List each line of the data in which the string "wrist" appears.

Data for review: Begin

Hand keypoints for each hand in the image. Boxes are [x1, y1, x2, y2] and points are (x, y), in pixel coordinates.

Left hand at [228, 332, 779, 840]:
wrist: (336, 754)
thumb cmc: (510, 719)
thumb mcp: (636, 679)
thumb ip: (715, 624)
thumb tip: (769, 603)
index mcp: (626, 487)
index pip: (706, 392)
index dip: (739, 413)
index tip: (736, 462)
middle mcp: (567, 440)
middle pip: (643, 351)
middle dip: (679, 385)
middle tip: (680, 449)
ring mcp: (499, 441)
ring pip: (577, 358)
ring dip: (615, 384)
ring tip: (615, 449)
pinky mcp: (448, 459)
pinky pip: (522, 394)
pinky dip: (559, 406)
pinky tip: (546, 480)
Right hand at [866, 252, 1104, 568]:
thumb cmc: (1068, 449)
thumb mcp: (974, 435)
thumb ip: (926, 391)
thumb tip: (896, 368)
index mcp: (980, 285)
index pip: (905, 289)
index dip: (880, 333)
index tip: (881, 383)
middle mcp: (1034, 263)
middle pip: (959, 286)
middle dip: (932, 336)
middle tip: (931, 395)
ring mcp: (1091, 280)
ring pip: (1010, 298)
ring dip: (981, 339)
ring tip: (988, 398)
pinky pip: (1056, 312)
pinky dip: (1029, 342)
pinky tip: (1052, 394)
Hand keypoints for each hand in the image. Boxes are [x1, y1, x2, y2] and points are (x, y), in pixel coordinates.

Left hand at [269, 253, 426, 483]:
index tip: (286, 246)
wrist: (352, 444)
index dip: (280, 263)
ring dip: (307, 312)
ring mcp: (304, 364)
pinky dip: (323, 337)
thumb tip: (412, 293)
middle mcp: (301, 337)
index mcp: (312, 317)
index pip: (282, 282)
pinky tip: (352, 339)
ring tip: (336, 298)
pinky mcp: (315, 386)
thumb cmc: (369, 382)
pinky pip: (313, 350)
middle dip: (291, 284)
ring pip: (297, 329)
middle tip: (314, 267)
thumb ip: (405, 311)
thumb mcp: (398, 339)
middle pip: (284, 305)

Data for review: End
Data for review: Begin

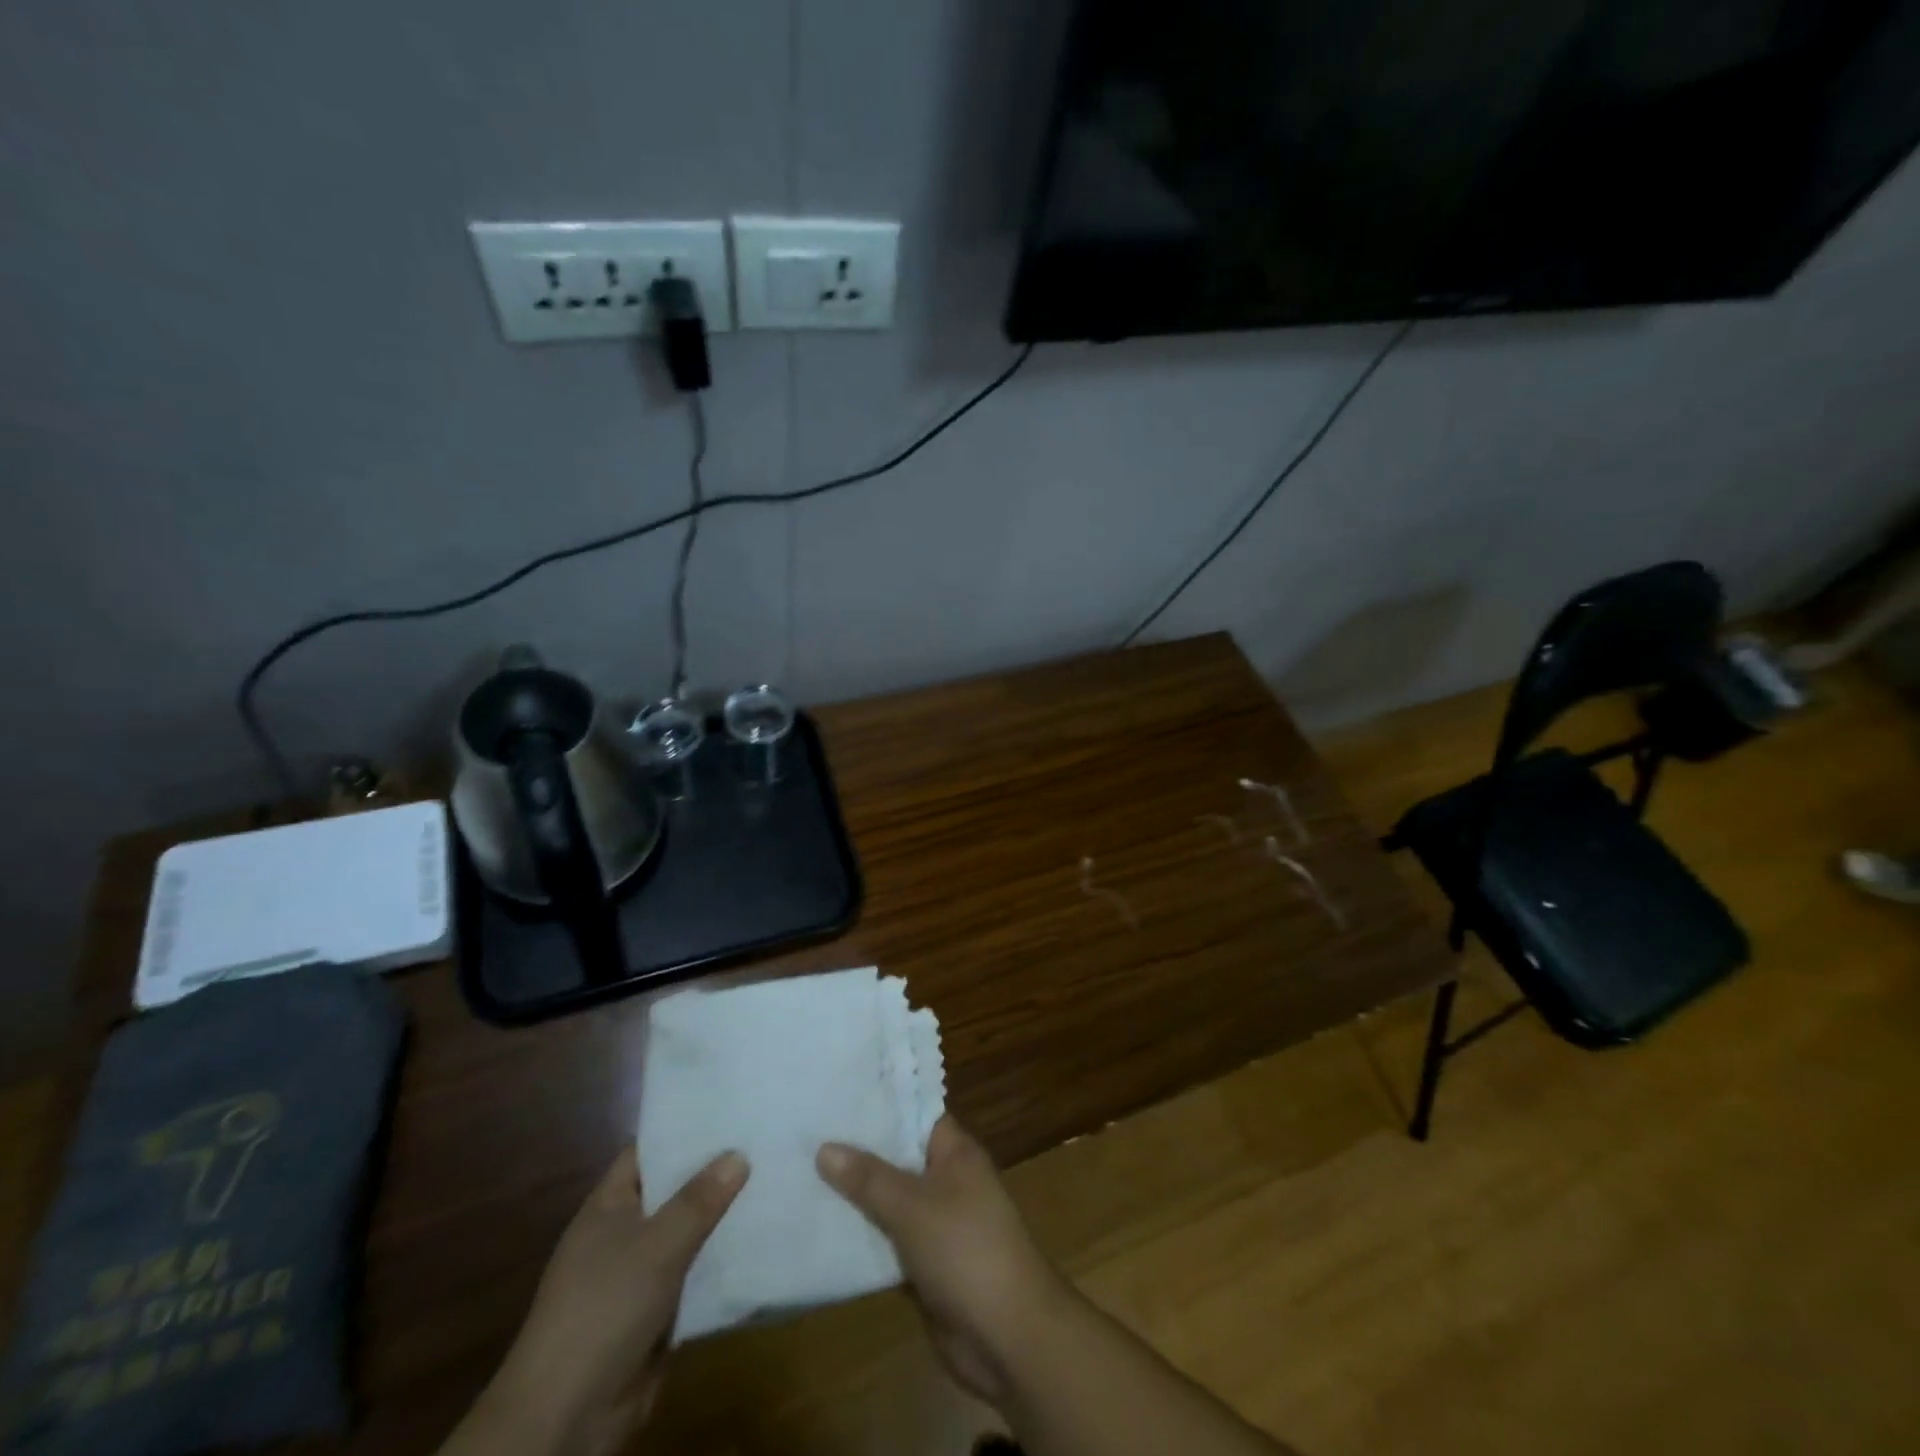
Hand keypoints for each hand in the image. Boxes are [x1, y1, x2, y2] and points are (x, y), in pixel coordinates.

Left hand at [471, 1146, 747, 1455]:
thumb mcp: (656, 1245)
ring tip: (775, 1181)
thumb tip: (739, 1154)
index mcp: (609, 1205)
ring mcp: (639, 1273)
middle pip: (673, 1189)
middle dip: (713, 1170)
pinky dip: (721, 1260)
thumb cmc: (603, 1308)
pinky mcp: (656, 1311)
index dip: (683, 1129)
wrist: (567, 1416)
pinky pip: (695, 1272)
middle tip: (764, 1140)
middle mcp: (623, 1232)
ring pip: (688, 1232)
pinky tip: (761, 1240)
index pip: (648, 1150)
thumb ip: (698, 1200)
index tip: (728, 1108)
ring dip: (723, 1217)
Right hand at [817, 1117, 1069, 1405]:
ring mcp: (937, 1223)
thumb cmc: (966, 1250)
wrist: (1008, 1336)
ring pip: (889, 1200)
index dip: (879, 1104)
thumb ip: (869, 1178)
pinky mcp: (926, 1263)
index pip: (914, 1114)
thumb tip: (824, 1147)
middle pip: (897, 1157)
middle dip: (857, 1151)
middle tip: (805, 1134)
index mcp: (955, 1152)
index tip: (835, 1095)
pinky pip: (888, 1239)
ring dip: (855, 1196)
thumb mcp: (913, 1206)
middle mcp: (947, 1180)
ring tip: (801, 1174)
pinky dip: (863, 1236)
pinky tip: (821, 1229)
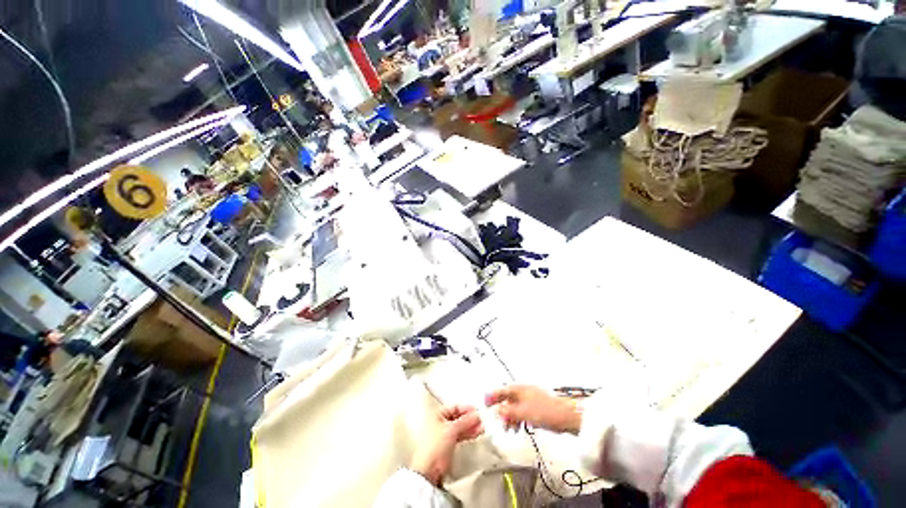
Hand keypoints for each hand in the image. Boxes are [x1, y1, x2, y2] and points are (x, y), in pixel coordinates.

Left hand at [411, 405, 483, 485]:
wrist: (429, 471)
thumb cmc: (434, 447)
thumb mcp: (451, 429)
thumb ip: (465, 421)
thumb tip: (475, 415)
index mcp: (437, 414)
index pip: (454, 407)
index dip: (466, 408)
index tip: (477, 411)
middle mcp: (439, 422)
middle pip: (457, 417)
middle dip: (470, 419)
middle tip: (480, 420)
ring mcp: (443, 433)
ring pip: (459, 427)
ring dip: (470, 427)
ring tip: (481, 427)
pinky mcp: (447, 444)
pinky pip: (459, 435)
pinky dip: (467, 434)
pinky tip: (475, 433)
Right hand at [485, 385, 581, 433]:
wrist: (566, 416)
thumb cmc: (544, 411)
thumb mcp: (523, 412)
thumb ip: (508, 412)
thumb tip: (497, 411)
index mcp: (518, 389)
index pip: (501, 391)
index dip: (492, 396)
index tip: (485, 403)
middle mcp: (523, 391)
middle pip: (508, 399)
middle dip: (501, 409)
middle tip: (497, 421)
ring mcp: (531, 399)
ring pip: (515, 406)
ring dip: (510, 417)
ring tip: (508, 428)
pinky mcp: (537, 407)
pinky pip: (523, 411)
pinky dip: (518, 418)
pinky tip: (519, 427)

Data for review: End

**Problem solution**.
wrist: (336, 754)
wrist: (352, 444)
wrist: (567, 1416)
wrist: (1008, 1336)
wrist: (429, 471)
wrist: (566, 416)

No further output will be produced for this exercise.